3. How big can it be?
The biggest and most exciting change in the wine industry over the last 10 to 15 years is how it has become, for many, their number one choice of a drink. The wine has joined beers and spirits as being a true multi-channel category. Can any proposed new wine brand be successful in both a high street retailer and a restaurant or bar? Will it work online, and get a following on social media? Does it even have the potential to become an international brand and build business outside of your core market? The days of creating a brand just to operate in one channel are over. Big brands of the future have to be ambidextrous and adaptable enough to exist in any channel of the trade, anywhere in the world.

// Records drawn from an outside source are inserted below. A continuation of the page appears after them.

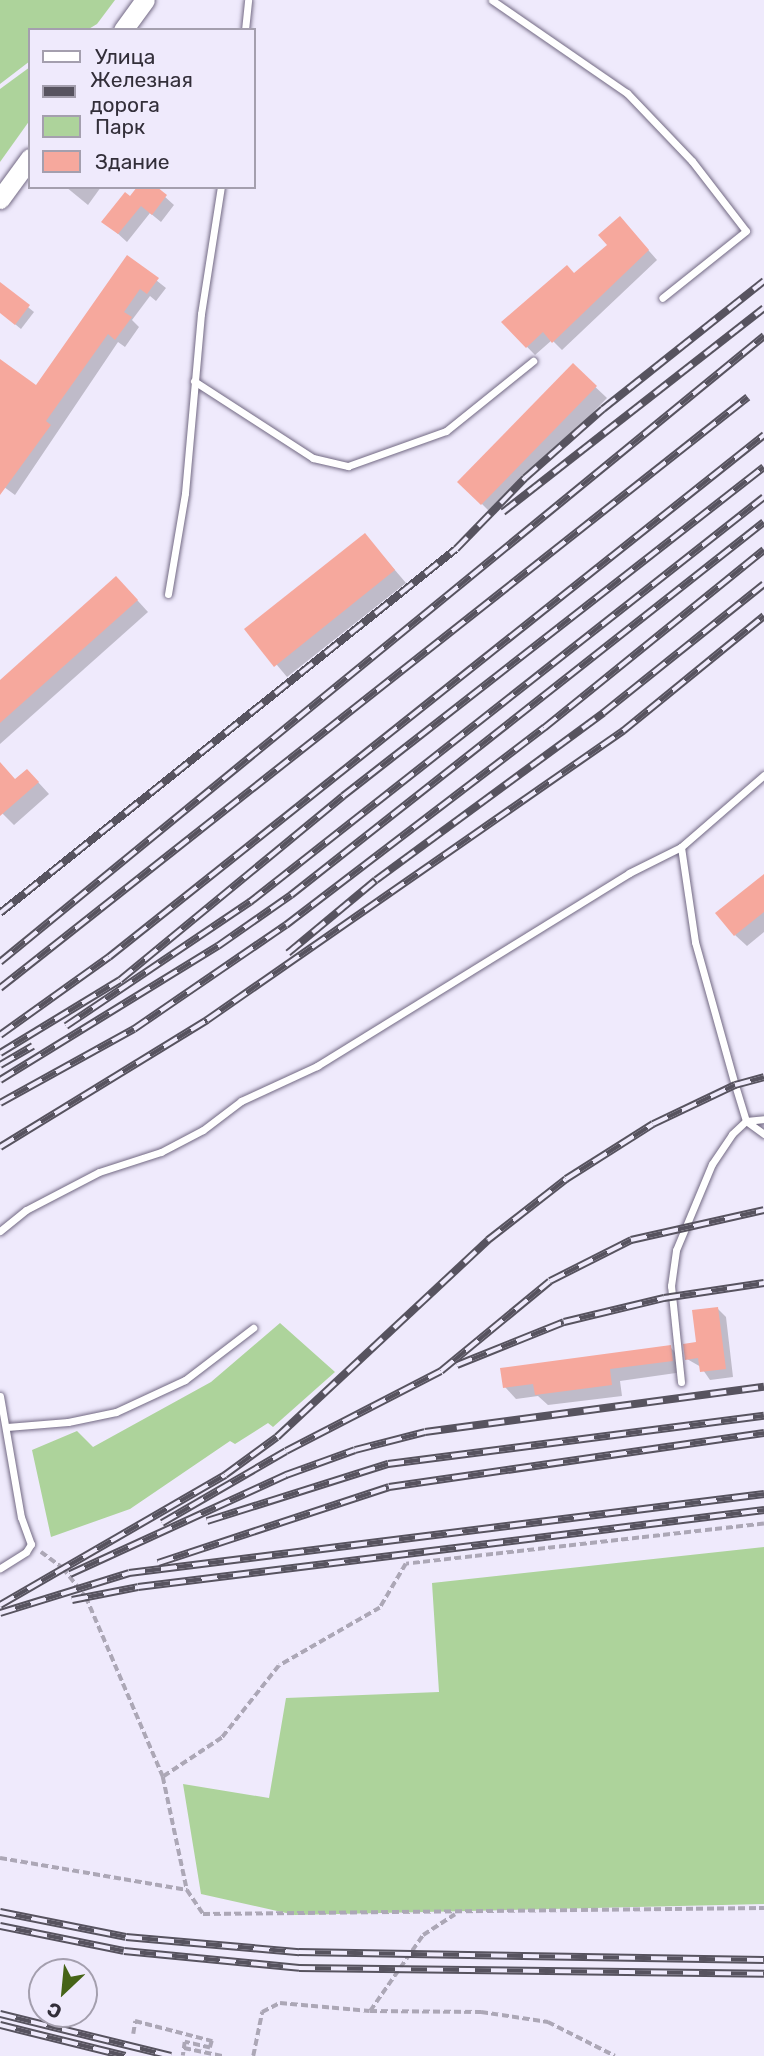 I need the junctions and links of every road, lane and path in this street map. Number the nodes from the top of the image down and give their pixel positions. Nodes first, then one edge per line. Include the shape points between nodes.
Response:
1 (145, 0) edge
2 (248, 0) edge
3 (492, 0) edge
4 (124, 28) edge
5 (245, 28) edge
6 (28, 161) edge
7 (222, 189) edge
8 (0, 199) edge
9 (662, 298) dead end
10 (533, 361) dead end
11 (194, 381) junction
12 (168, 594) dead end
13 (764, 775) edge
14 (681, 847) junction
15 (764, 1119) edge
16 (746, 1121) junction
17 (764, 1134) edge
18 (0, 1231) edge
19 (253, 1328) dead end
20 (681, 1382) dead end
21 (0, 1395) edge
22 (7, 1427) junction
23 (764, 1524) edge
24 (30, 1544) junction
25 (0, 1568) edge
26 (163, 1777) junction
27 (0, 1858) edge
28 (187, 1890) junction
29 (764, 1908) edge
30 (457, 1913) junction
31 (370, 2011) junction
32 (133, 2034) dead end
33 (184, 2048) junction
34 (183, 2056) edge
35 (223, 2056) edge
36 (253, 2056) edge
37 (615, 2056) edge

1 - 4 street
2 - 5 lane
3 - 9 lane via 626,93 692,161 746,230
6 - 8 street
7 - 11 lane
10 - 11 lane via 446,432 348,466 313,458
11 - 12 lane via 185,493
13 - 14 lane
14 - 16 lane via 695,942
14 - 18 lane via 629,873 317,1066 242,1101 203,1130 160,1152 99,1172 26,1210
15 - 16 lane
16 - 17 lane
16 - 20 lane via 712,1164 677,1250 671,1286
19 - 22 lane via 185,1380 116,1412
21 - 22 lane
22 - 24 lane via 20,1517
23 - 26 path via 406,1564 380,1608 279,1666 222,1738
24 - 25 lane via 26,1552
24 - 26 path via 81,1588
26 - 28 path
27 - 28 path
28 - 30 path via 203,1914
29 - 30 path
30 - 31 path via 423,1934
31 - 36 path via 280,2003 262,2012
31 - 37 path via 481,2012 548,2022
32 - 33 path via 135,2021 212,2041 210,2048 186,2042
33 - 34 path
33 - 35 path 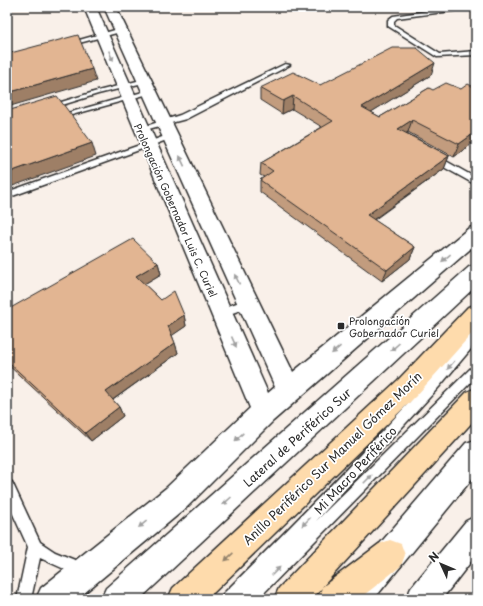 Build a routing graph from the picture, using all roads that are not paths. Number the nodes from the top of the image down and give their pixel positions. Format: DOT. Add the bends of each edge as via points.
graph roads {
  1 [pos="90,7"];
  2 [pos="110,7"];
  3 [pos="467,7"];
  4 [pos="122,30"];
  5 [pos="102,35"];
  6 [pos="65,45"];
  7 [pos="476,53"];
  8 [pos="287,65"];
  9 [pos="148,87"];
  10 [pos="126,92"];
  11 [pos="44,108"];
  12 [pos="68,114"];
  13 [pos="167,130"];
  14 [pos="144,137"];
  15 [pos="432,157"];
  16 [pos="476,182"];
  17 [pos="7,195"];
  18 [pos="476,233"];
  19 [pos="476,273"];
  20 [pos="248,302"];
  21 [pos="222,314"];
  22 [pos="476,314"];
  23 [pos="476,335"];
  24 [pos="476,370"];
  25 [pos="289,391"];
  26 [pos="476,400"];
  27 [pos="264,412"];
  28 [pos="476,453"];
  29 [pos="7,488"];
  30 [pos="476,531"];
  31 [pos="35,547"];
  32 [pos="390,555"];
  33 [pos="85,571"];
  34 [pos="24,599"];
  35 [pos="52,599"];
  36 [pos="117,599"];
  37 [pos="184,599"];
  38 [pos="228,599"];
  39 [pos="248,599"];
  40 [pos="290,599"];
  41 [pos="333,599"];
  42 [pos="353,599"];
  43 [pos="422,599"];
  1 -- 5 [label="street, Prolongación Gobernador Luis C. Curiel"];
  2 -- 4 [label="street"];
  3 -- 7 [label="lane" via="395,17 391,20 391,26 439,56"];
  4 -- 5 [label="lane"];
  4 -- 9 [label="street"];
  5 -- 6 [label="lane"];
  5 -- 10 [label="street, Prolongación Gobernador Luis C. Curiel, one-way"];
  8 -- 13 [label="lane" via="183,117"];
  9 -- 10 [label="lane"];
  9 -- 10 [label="lane"];
  9 -- 13 [label="street"];
  10 -- 11 [label="lane" via="96,93"];
  10 -- 12 [label="lane"];
  10 -- 14 [label="street, Prolongación Gobernador Luis C. Curiel"];
  13 -- 14 [label="lane"];
  13 -- 14 [label="lane"];
  20 -- 13 [label="street, one-way"];
  14 -- 17 [label="lane"];
  14 -- 21 [label="street, Prolongación Gobernador Luis C. Curiel"];
  15 -- 16 [label="lane"];
  18 -- 25 [label="street, one-way"];
  19 -- 36 [label="street, Lateral de Periférico Sur, one-way"];
  20 -- 21 [label="lane"];
  20 -- 25 [label="street"];
  21 -- 27 [label="street, Prolongación Gobernador Luis C. Curiel, one-way"];
  22 -- 37 [label="highway, Anillo Periférico Sur Manuel Gómez Morín, one-way" via="407,388"];
  23 -- 38 [label="lane, Mi Macro Periférico, one-way" via="314,514"];
  39 -- 24 [label="lane, Mi Macro Periférico, one-way"];
  25 -- 27 [label="street"];
  26 -- 40 [label="highway"];
  27 -- 33 [label="street, one-way" via="176,498"];
  28 -- 32 [label="street"];
  29 -- 31 [label="lane"];
  30 -- 43 [label="street"];
  31 -- 33 [label="lane" via="50,557"];
  31 -- 34 [label="lane"];
  32 -- 41 [label="highway"];
  32 -- 42 [label="street"];
  33 -- 35 [label="street"];
}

4. Creating brands for yourself
Wine importers and suppliers are increasingly not looking at wine producers anymore for new brands to sell. They are looking at themselves. With margins increasingly tighter all the way down the supply chain it makes far more commercial sense to come up with brand ideas yourself. We can expect to see more importers go out and source and blend their own wines and take control of each step of the process.
5. Shipped and bottled
The year-in-year-out increases in duty levels imposed on wine in the UK mean being able to ship wine in bulk to be bottled in the market is only going to become more important thanks to the huge savings that can be made. So much so that already up to 70% of wine on sale is the UK bottled. It is not just the go-to option for more and more brands owners looking to make their mark in the UK, but for those importers making brands for themselves. It is why varietal-driven brands are now so important.
They give the brand owner, the importer and their customers the flexibility to change where they source any particular variety from depending on their cost at any given time of the year.